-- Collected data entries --
★ ★ ★ ★ ★ ★ ★

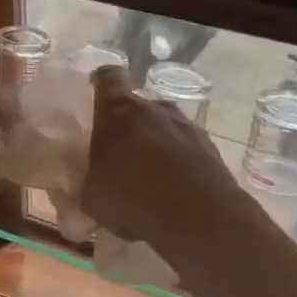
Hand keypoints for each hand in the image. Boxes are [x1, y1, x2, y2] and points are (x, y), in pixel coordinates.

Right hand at [81, 66, 244, 251]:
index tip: (95, 89)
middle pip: (137, 104)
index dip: (101, 80)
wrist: (201, 219)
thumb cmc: (134, 198)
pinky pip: (186, 146)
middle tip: (118, 151)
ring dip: (155, 141)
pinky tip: (173, 187)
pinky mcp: (210, 148)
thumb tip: (86, 177)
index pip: (109, 77)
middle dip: (127, 123)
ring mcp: (186, 126)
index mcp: (119, 112)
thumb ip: (86, 178)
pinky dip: (178, 160)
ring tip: (148, 172)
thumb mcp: (91, 195)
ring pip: (164, 125)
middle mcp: (154, 109)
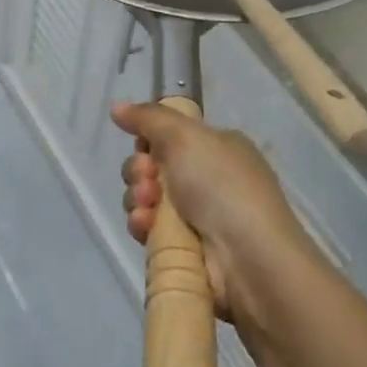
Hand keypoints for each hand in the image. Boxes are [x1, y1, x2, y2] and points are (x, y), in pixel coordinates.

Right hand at [112, 102, 318, 328]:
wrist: (249, 258)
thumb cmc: (221, 186)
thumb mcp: (186, 136)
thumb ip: (149, 117)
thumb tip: (117, 107)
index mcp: (218, 148)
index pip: (170, 136)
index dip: (149, 141)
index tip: (144, 147)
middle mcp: (209, 179)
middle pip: (153, 167)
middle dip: (139, 171)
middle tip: (147, 179)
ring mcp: (198, 216)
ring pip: (147, 199)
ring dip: (137, 199)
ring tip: (147, 208)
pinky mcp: (185, 249)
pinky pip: (150, 229)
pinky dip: (142, 225)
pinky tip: (145, 227)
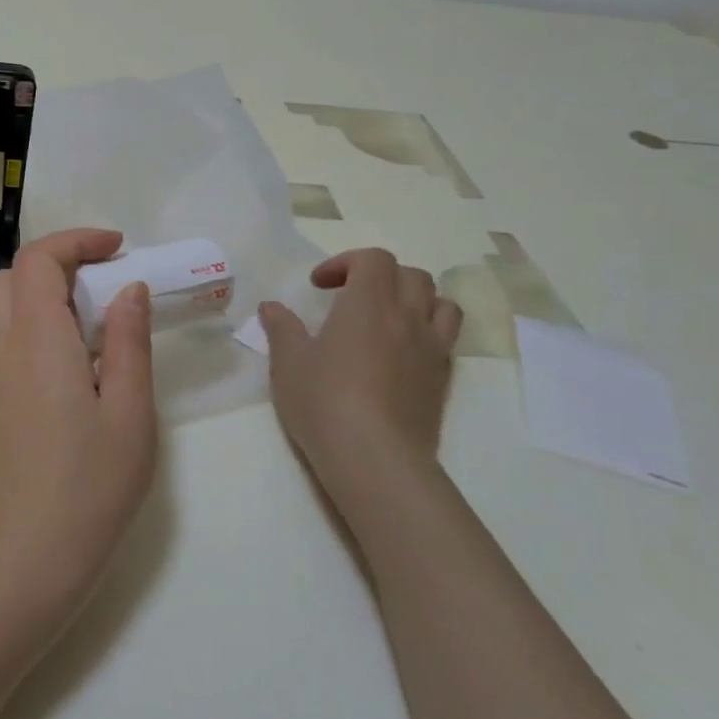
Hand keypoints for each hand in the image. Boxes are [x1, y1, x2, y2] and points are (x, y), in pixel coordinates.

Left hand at [0, 229, 157, 620]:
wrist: (32, 555)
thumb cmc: (92, 484)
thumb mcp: (130, 411)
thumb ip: (128, 341)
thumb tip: (128, 290)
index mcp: (38, 342)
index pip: (37, 261)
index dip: (76, 241)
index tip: (118, 249)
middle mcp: (5, 350)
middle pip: (11, 277)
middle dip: (56, 262)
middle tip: (105, 281)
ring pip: (5, 309)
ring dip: (46, 295)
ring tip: (98, 323)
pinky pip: (9, 342)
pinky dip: (39, 326)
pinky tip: (78, 365)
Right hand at [258, 249, 461, 510]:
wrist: (375, 459)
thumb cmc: (324, 402)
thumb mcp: (288, 363)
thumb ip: (282, 329)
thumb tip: (271, 307)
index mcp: (368, 302)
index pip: (373, 259)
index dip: (346, 262)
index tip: (319, 286)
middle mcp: (407, 316)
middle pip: (410, 274)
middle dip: (380, 276)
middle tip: (350, 298)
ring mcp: (432, 347)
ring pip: (440, 302)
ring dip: (415, 299)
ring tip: (388, 318)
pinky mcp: (443, 379)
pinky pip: (446, 339)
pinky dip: (428, 332)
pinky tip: (403, 354)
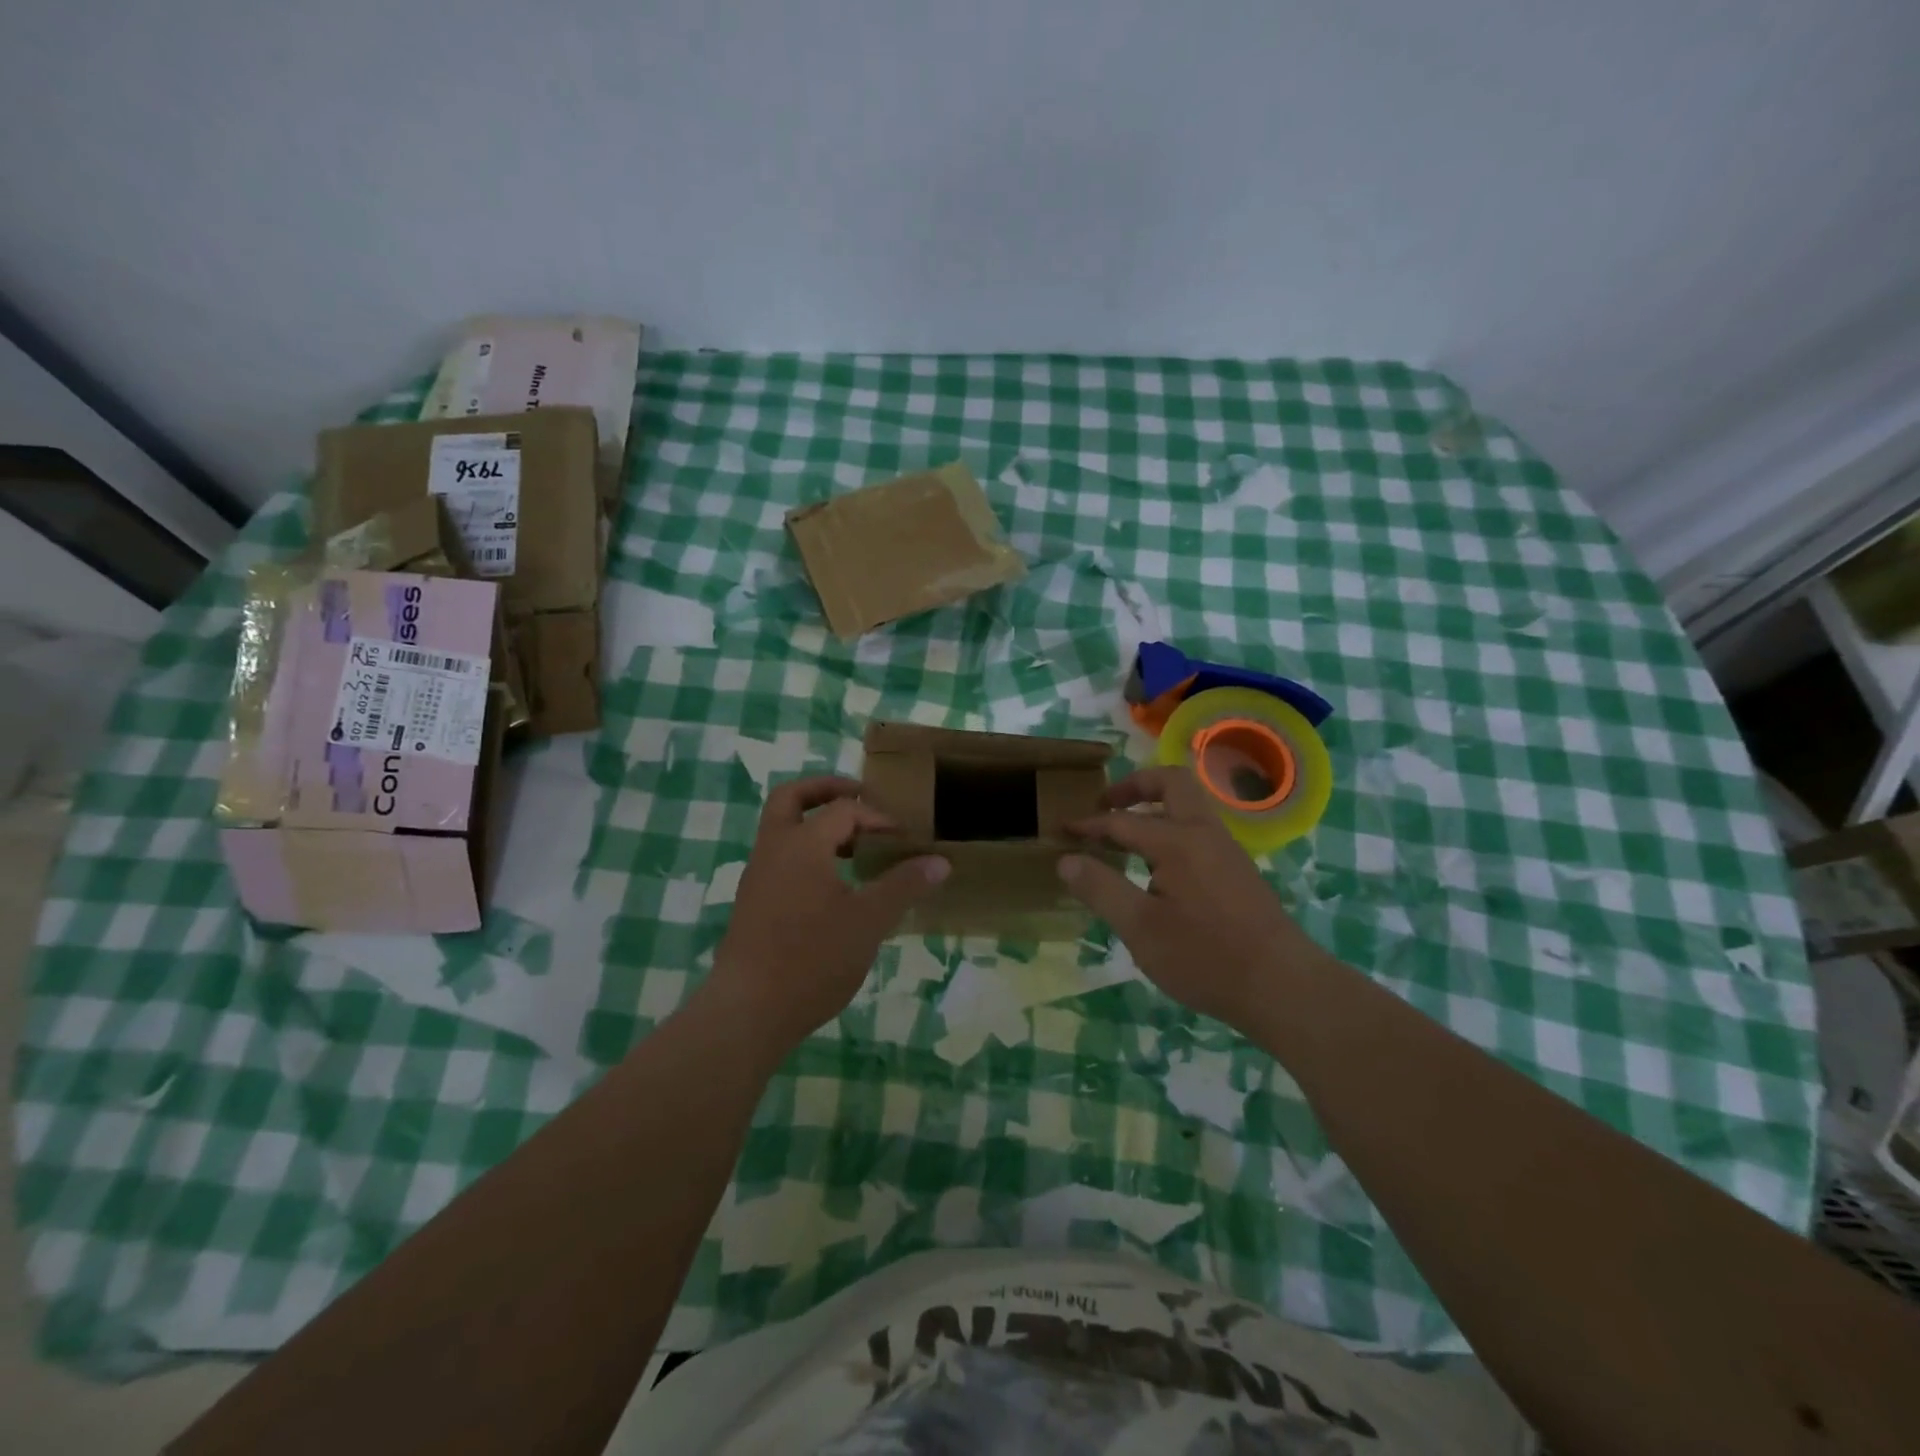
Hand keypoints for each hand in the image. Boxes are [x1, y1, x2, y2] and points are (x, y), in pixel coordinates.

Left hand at [707, 776, 947, 1058]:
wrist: (749, 1011)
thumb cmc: (813, 959)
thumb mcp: (869, 921)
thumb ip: (904, 885)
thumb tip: (940, 862)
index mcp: (802, 844)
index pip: (844, 809)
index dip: (878, 817)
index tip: (904, 840)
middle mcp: (773, 849)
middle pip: (792, 798)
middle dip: (826, 790)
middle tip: (861, 798)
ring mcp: (758, 875)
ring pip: (782, 828)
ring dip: (816, 824)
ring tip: (855, 845)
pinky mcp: (753, 901)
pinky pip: (780, 857)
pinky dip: (806, 852)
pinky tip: (833, 884)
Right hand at [1059, 766, 1328, 1024]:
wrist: (1283, 986)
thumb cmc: (1205, 957)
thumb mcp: (1140, 928)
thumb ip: (1101, 889)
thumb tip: (1066, 860)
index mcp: (1178, 841)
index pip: (1123, 821)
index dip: (1088, 825)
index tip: (1061, 831)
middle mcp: (1205, 833)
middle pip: (1171, 783)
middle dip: (1134, 786)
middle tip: (1105, 806)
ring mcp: (1227, 850)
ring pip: (1189, 805)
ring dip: (1155, 807)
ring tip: (1124, 836)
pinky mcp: (1238, 871)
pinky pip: (1198, 830)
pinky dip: (1171, 829)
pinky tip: (1156, 867)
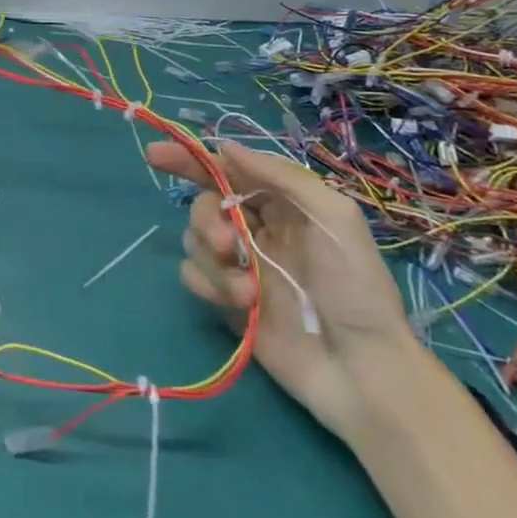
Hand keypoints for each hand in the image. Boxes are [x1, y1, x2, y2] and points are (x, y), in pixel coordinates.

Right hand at [145, 139, 411, 437]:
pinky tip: (238, 303)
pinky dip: (207, 284)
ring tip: (248, 291)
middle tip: (229, 245)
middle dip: (207, 219)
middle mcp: (256, 229)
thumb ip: (281, 176)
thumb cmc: (356, 287)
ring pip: (195, 240)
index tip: (155, 156)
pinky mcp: (226, 300)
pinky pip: (193, 276)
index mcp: (282, 205)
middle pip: (204, 205)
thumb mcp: (334, 217)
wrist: (361, 370)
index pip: (228, 171)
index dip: (191, 160)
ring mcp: (240, 266)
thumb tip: (225, 147)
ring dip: (214, 261)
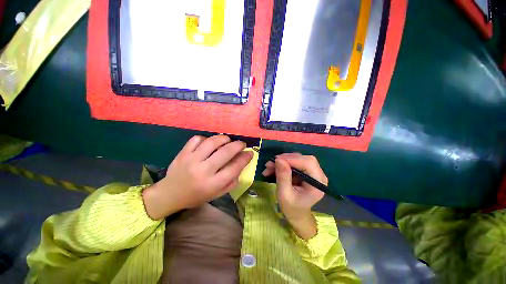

★ ★ ★ ★ ★ ★ ★

-- PROBLEM STATEMENT --
With the pictures left out, output all the entries exactly.

-- RESULT FOR THIS TASK --
Hand keypoints for each hand in the image. Boxes are [x1, y1, x2, y2] and points are (x, y), in pixel coordinates.

Right hand at [81, 66, 244, 251]:
index tip: (95, 89)
middle pip: (137, 104)
index dip: (101, 80)
wrist: (201, 219)
thumb cmc: (134, 198)
pinky pip: (186, 146)
middle tip: (118, 151)
ring dip: (155, 141)
pinky tip: (173, 187)
pinky mcp: (210, 148)
thumb tip: (86, 177)
index pip: (109, 77)
middle dip: (127, 123)
ring mcp: (186, 126)
index mcp: (119, 112)
thumb ip: (86, 178)
pinky dip: (178, 160)
ring tip: (148, 172)
thumb mcp: (91, 195)
ring pip: (164, 125)
middle mcp: (154, 109)
Hand keypoints for each hand in the image. Boxes are [x1, y1, x2, y2] and points are (x, y), in pixel coordinates.

Right hand at [112, 102, 318, 328]:
wrist: (249, 258)
thumb cmc: (221, 186)
thumb mcp: (186, 136)
thumb ip: (149, 117)
thumb tip: (117, 107)
index mcp: (218, 148)
index pip: (170, 136)
index dip: (149, 141)
index tip: (144, 147)
middle mcp: (209, 179)
middle pip: (153, 167)
middle dip: (139, 171)
middle tip: (147, 179)
ring mcp: (198, 216)
ring pip: (147, 199)
ring dip: (137, 199)
ring tip: (147, 208)
pinky mcp: (185, 249)
pinky pip: (150, 229)
pinky dip: (142, 225)
pinky tip: (145, 227)
Hand keypoints for each hand in the image. Boxes are [x1, y1, x2, y2] and points are (x, y), in pixel coordinates.

Left hand at [0, 229, 157, 620]:
wrist: (32, 555)
thumb cmc: (92, 484)
thumb mcp: (130, 411)
thumb ip: (128, 341)
thumb tip: (128, 290)
index mcp: (38, 342)
index pip: (37, 261)
index dip: (76, 241)
index tip: (118, 249)
middle mcp: (5, 350)
middle pip: (11, 277)
middle dip: (56, 262)
middle tip: (105, 281)
ring pip: (5, 309)
ring dip: (46, 295)
ring tip: (98, 323)
pinky pip: (9, 342)
pinky dip: (39, 326)
pinky tip: (78, 365)
Right hand at [258, 249, 461, 510]:
wrist: (375, 459)
thumb cmc: (324, 402)
thumb mcp: (288, 363)
thumb ip: (282, 329)
thumb tip: (271, 307)
index mcp: (368, 302)
index pip: (373, 259)
index dip: (346, 262)
index tip: (319, 286)
middle mcp: (407, 316)
middle pip: (410, 274)
middle dip: (380, 276)
middle tip: (350, 298)
ring mcp: (432, 347)
ring pip: (440, 302)
ring dip: (415, 299)
ring tip: (388, 318)
pinky mcp: (443, 379)
pinky pip: (446, 339)
pinky dip: (428, 332)
pinky tip: (403, 354)
Hand keypoints for each hand in the image. Boxes are [x1, y1, x2, y2] and points are (x, y), in pixel coordinates.

Left hand at [707, 776, 947, 1058]:
wrist: (749, 1011)
thumb cmc: (813, 959)
thumb mcp: (869, 921)
thumb ip: (904, 885)
thumb tip: (940, 862)
index mcp: (802, 844)
index pip: (844, 809)
index dip: (878, 817)
index tip: (904, 840)
middle mcp: (773, 849)
middle pip: (792, 798)
middle dip: (826, 790)
middle tip: (861, 798)
ring mcp: (758, 875)
ring pip: (782, 828)
ring dip: (816, 824)
ring tip: (855, 845)
pinky mcp: (753, 901)
pinky pip: (780, 857)
pinky dip: (806, 852)
pinky tip: (833, 884)
Right hand at [1059, 766, 1328, 1024]:
wrist: (1283, 986)
thumb cmc: (1205, 957)
thumb mcp: (1140, 928)
thumb ip: (1101, 889)
thumb tip: (1066, 860)
index mcp: (1178, 841)
index pip: (1123, 821)
index dip: (1088, 825)
index tip: (1061, 831)
middle mcp: (1205, 833)
middle pip: (1171, 783)
middle dip: (1134, 786)
middle tip: (1105, 806)
ring mcp: (1227, 850)
ring pip: (1189, 805)
ring dip: (1155, 807)
ring tip: (1124, 836)
pinky mcp: (1238, 871)
pinky pip: (1198, 830)
pinky dip: (1171, 829)
pinky tip: (1156, 867)
Hand keypoints for each hand in the image. Boxes are [x1, y1, x2, y2] and points are (x, y), in pixel coordinates.

Right hand at [145, 139, 411, 437]:
pinky tip: (238, 303)
pinky dip: (207, 284)
ring tip: (248, 291)
middle tip: (229, 245)
middle dip: (207, 219)
middle mcp: (256, 229)
thumb ip: (281, 176)
thumb cmc: (356, 287)
ring pip: (195, 240)
index tip: (155, 156)
pinky mcp: (226, 300)
pinky pip: (193, 276)
index mcp: (282, 205)
middle pip: (204, 205)
thumb mcp: (334, 217)
wrist: (361, 370)
index pip: (228, 171)
index dip: (191, 160)
ring mcp: (240, 266)
thumb tip: (225, 147)
ring dip: (214, 261)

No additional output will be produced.